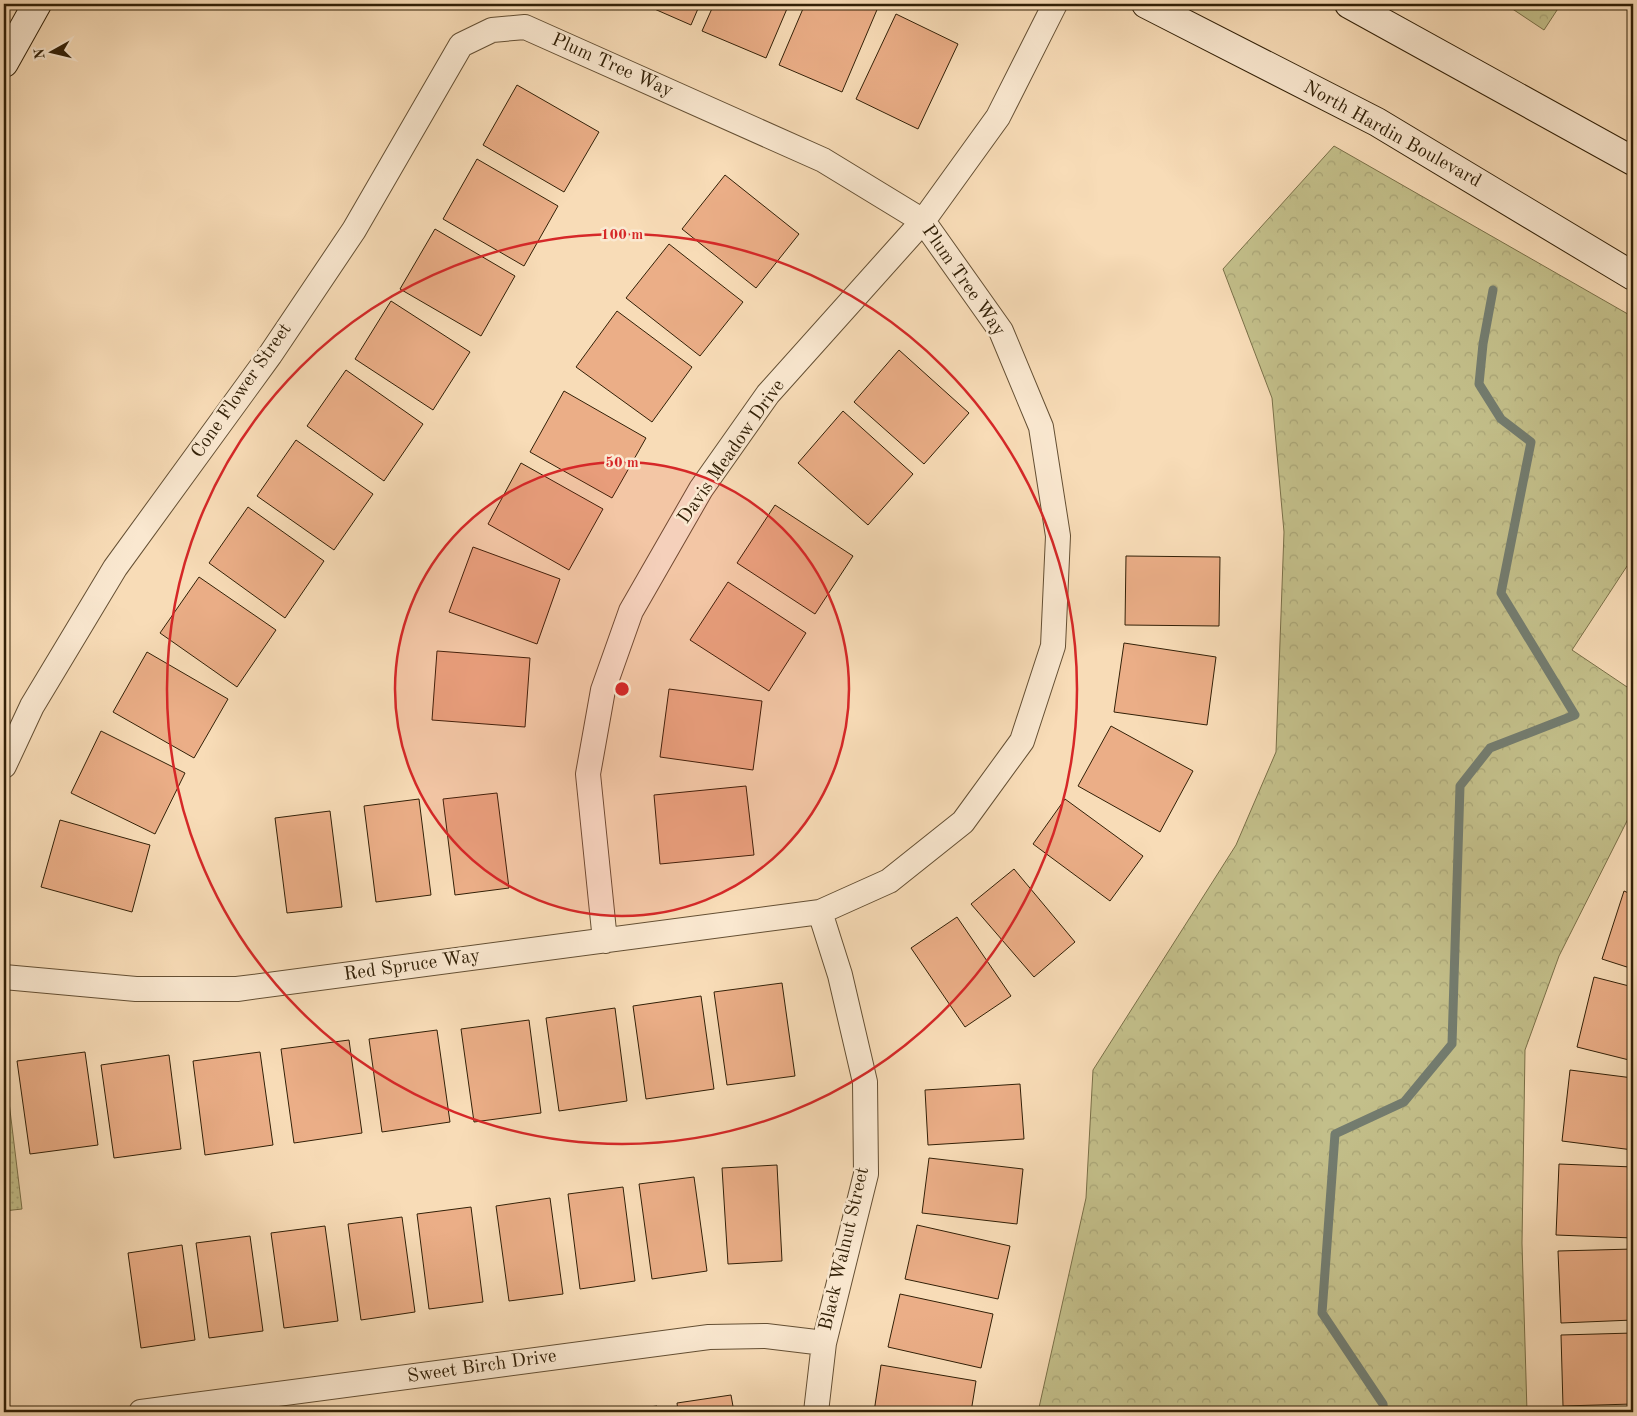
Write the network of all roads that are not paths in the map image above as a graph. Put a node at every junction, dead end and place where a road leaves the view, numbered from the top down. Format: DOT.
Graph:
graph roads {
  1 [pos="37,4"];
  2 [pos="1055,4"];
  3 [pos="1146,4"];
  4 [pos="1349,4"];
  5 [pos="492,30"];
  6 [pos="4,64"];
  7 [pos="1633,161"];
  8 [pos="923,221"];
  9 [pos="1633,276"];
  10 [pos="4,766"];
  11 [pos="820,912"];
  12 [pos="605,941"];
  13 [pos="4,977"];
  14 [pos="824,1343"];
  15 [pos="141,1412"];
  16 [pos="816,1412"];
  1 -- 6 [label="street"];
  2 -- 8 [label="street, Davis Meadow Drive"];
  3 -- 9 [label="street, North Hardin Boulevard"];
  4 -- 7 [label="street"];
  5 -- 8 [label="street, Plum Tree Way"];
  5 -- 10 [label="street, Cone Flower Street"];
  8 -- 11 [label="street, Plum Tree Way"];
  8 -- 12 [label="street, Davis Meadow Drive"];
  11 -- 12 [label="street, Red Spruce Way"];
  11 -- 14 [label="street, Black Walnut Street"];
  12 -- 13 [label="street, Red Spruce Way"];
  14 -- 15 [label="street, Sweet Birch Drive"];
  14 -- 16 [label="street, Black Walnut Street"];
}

* [TASK INSTRUCTIONS]: Return the listing above in full and without alteration, excluding its pictures.

* [COMPLETED EXERCISE]:
Write the network of all roads that are not paths in the map image above as a graph. Put a node at every junction, dead end and place where a road leaves the view, numbered from the top down. Format: DOT.
Graph:
graph roads {
  1 [pos="37,4"];
  2 [pos="1055,4"];
  3 [pos="1146,4"];
  4 [pos="1349,4"];
  5 [pos="492,30"];
  6 [pos="4,64"];
  7 [pos="1633,161"];
  8 [pos="923,221"];
  9 [pos="1633,276"];
  10 [pos="4,766"];
  11 [pos="820,912"];
  12 [pos="605,941"];
  13 [pos="4,977"];
  14 [pos="824,1343"];
  15 [pos="141,1412"];
  16 [pos="816,1412"];
  1 -- 6 [label="street"];
  2 -- 8 [label="street, Davis Meadow Drive"];
  3 -- 9 [label="street, North Hardin Boulevard"];
  4 -- 7 [label="street"];
  5 -- 8 [label="street, Plum Tree Way"];
  5 -- 10 [label="street, Cone Flower Street"];
  8 -- 11 [label="street, Plum Tree Way"];
  8 -- 12 [label="street, Davis Meadow Drive"];
  11 -- 12 [label="street, Red Spruce Way"];
  11 -- 14 [label="street, Black Walnut Street"];
  12 -- 13 [label="street, Red Spruce Way"];
  14 -- 15 [label="street, Sweet Birch Drive"];
  14 -- 16 [label="street, Black Walnut Street"];
}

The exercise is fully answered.